Companies expected business to tank but instead, it peaked in the short term which is that the volumes were expected to be reduced however they increased based on the current global scenario. The data available within the organization combined with the market analysis, companies can use data to turn this to an opportunity especially with ‘price’. Using price agility as a technique it will help companies steer and adapt prices based on market conditions.

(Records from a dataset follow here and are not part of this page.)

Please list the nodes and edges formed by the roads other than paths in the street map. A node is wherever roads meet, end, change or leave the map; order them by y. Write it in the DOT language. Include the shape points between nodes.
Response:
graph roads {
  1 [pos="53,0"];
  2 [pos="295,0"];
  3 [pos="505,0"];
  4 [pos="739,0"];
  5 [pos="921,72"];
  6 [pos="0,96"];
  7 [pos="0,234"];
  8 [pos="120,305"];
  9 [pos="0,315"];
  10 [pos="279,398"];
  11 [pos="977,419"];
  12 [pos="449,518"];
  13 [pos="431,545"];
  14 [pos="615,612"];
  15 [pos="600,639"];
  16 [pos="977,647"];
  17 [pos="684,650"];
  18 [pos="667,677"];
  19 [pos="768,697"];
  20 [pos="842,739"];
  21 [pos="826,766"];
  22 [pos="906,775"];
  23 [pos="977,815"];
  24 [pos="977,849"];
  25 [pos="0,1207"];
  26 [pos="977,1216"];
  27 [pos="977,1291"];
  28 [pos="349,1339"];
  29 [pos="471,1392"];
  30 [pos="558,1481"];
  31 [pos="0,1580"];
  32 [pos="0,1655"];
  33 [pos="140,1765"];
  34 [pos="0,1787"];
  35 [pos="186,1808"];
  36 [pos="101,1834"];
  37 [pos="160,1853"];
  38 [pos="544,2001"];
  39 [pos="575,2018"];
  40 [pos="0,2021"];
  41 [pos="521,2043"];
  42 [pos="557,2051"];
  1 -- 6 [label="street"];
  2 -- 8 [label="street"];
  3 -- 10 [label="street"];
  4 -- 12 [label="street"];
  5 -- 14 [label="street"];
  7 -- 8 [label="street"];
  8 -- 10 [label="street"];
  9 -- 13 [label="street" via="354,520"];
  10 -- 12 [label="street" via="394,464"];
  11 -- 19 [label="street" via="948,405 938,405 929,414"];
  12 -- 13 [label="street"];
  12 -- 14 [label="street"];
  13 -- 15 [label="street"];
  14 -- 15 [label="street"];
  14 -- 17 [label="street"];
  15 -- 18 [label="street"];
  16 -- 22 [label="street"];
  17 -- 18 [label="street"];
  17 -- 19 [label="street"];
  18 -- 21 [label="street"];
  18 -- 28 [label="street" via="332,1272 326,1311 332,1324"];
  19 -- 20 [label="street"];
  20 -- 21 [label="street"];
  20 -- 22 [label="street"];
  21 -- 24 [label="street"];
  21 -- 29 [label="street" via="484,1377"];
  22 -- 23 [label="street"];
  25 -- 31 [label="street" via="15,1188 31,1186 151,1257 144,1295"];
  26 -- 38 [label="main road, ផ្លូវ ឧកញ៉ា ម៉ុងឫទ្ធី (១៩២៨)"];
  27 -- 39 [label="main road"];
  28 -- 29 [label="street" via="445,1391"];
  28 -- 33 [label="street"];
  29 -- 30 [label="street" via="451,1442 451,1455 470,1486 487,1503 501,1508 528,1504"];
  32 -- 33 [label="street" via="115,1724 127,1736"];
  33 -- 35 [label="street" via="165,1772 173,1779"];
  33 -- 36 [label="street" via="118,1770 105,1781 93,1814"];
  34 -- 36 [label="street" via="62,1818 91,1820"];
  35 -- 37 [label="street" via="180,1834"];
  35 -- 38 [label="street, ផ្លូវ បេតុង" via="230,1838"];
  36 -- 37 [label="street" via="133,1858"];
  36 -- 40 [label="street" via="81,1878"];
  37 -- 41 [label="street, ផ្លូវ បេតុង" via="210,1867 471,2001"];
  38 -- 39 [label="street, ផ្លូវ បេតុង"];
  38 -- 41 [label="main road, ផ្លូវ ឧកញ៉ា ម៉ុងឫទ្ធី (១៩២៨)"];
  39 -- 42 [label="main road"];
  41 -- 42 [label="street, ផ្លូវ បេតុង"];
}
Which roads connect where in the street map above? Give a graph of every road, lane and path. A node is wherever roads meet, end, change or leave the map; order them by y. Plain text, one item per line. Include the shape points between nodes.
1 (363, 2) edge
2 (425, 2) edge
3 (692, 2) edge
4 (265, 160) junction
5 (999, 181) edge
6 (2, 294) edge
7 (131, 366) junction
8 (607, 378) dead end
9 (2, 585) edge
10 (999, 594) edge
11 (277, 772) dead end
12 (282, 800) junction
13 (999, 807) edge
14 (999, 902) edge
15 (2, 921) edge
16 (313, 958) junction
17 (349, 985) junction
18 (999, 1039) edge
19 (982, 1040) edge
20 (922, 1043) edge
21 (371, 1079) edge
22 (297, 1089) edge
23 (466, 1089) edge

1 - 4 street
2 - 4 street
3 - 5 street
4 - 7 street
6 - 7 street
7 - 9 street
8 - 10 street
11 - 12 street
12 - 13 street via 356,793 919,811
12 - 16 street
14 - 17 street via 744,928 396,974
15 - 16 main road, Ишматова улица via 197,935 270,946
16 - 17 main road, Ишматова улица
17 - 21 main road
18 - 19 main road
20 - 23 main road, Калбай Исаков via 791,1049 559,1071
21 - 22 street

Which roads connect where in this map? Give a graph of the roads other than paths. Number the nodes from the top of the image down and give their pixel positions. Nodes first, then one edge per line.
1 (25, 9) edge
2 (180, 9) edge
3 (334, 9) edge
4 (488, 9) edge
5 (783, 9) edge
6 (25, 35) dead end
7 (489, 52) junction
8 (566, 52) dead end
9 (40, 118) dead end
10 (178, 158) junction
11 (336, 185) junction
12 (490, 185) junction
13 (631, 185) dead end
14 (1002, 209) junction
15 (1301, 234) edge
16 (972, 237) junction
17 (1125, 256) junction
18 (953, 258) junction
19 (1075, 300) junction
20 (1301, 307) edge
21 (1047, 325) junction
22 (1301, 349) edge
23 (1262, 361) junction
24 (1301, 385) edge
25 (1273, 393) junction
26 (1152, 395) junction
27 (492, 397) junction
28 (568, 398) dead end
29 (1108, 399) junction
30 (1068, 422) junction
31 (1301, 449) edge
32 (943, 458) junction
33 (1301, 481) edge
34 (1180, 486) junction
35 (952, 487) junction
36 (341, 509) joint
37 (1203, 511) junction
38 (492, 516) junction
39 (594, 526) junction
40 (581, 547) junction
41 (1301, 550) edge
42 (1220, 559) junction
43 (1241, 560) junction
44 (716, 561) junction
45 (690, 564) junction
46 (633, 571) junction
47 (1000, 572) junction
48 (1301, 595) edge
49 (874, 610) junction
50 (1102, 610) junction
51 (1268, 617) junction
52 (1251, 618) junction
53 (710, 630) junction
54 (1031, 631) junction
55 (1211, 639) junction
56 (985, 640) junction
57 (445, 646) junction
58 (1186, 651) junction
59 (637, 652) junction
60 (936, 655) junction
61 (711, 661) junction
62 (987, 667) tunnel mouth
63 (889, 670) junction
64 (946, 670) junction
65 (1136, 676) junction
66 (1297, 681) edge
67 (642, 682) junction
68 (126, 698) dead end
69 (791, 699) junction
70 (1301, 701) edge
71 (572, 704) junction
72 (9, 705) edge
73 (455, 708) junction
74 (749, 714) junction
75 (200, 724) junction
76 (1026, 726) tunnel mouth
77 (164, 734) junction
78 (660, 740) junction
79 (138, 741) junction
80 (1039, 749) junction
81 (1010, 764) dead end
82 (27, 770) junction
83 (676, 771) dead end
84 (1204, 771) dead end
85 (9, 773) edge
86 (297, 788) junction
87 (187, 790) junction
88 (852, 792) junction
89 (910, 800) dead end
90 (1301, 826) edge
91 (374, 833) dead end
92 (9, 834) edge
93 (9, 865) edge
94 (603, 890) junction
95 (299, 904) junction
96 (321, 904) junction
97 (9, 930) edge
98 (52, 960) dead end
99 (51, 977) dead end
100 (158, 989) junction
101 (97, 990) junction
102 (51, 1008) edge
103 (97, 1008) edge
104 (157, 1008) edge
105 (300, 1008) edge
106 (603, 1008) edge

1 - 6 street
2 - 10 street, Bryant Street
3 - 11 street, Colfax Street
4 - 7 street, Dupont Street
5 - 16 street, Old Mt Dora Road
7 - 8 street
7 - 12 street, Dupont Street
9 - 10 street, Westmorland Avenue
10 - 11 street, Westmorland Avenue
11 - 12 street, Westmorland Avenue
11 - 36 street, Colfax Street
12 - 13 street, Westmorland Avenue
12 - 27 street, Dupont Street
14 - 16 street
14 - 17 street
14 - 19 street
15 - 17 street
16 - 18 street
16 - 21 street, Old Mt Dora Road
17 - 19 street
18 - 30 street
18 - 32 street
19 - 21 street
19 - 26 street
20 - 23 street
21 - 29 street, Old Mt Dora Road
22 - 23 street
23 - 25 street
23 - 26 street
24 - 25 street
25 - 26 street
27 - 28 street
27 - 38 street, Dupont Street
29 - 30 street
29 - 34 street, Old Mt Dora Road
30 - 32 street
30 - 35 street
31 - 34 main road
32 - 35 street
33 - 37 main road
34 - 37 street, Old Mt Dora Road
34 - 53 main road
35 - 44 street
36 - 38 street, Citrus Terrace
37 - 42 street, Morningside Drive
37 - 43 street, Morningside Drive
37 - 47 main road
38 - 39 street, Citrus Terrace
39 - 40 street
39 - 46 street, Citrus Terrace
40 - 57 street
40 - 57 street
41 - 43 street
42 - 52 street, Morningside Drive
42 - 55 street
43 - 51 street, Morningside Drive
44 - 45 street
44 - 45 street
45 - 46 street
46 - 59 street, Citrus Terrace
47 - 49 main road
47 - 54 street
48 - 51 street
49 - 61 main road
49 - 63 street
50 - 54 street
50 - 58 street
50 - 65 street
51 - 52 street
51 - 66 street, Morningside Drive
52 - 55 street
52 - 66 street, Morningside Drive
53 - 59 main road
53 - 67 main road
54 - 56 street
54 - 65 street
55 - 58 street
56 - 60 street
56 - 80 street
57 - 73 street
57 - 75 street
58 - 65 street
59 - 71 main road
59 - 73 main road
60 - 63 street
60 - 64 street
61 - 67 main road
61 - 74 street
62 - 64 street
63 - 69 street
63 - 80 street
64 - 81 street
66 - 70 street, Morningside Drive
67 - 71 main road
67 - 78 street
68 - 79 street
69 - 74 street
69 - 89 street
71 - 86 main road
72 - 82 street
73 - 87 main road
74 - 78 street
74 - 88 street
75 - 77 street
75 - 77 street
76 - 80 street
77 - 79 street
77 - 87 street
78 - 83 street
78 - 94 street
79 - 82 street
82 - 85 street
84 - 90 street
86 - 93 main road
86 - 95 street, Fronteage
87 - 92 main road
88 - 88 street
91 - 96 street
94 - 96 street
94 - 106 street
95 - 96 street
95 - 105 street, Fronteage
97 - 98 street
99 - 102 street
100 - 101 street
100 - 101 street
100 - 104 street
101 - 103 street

Organizations can build agility into their pricing with the following:

  1. Data-driven Dynamic Pricing Engine

‘Dynamic- Integrated Pricing’ which means that every time a customer asks for a quote to ship a product on a particular trade lane – they get a price that has the highest probability of winning the deal since it is market adjusted, capturing the customer willingness to pay while also maximizing revenues. The computation of this ‘perfect price’ is done by a Dynamic Price algorithm that looks at a whole range of different variables and computes a price intended to strike an optimum. The data and variables that go into price determination are historical transactional data, vendor costs, market demand and supply, customer negotiation and purchase history, customer price sensitivity, macroeconomic indicators.

  1. Price-steering

Strategy for done at a higher-level reducing customer churn and improving acquisition performance, with the least amount of penalty on margin, some advanced simulation, scenario analysis, and model steering techniques built upon the existing dynamic pricing algorithm. Simulation Algorithms can be used to find the margin-conversion tradeoff from historical data on past performance. Pricing managers then ran scenarios analyses to assess the business impact of different points of the tradeoff curve. Once the desired setting was chosen, the strategy (higher conversion by sacrificing minimum possible margin) can be passed on to the algorithm as a new objective function. Parameters/Features of the algorithm then automatically are adjusted to revise the price recommendations and guidance that sales are receiving, to help meet the new business strategic objectives.

  1. Price Rules

Directly influencing the account manager by giving guidelines or by setting target prices based on the current global situation that helps your company to not be solely dependent on your quarterly list prices. These guidelines are created with the help of a ‘rules engine’ that helps you immediately act on a certain event by using new prices based on your target in your CRM. In the same place you can see your quotation and new price points on certain levels.

Businesses and the economy are in another phase at the moment, getting themselves increasingly powerless against the risks of globalization and supply chain interruption. As needs are, utilizing the right data and determining methodologies and tools will be essential to organizations as they explore the present market condition and keep on settling on strategic choices.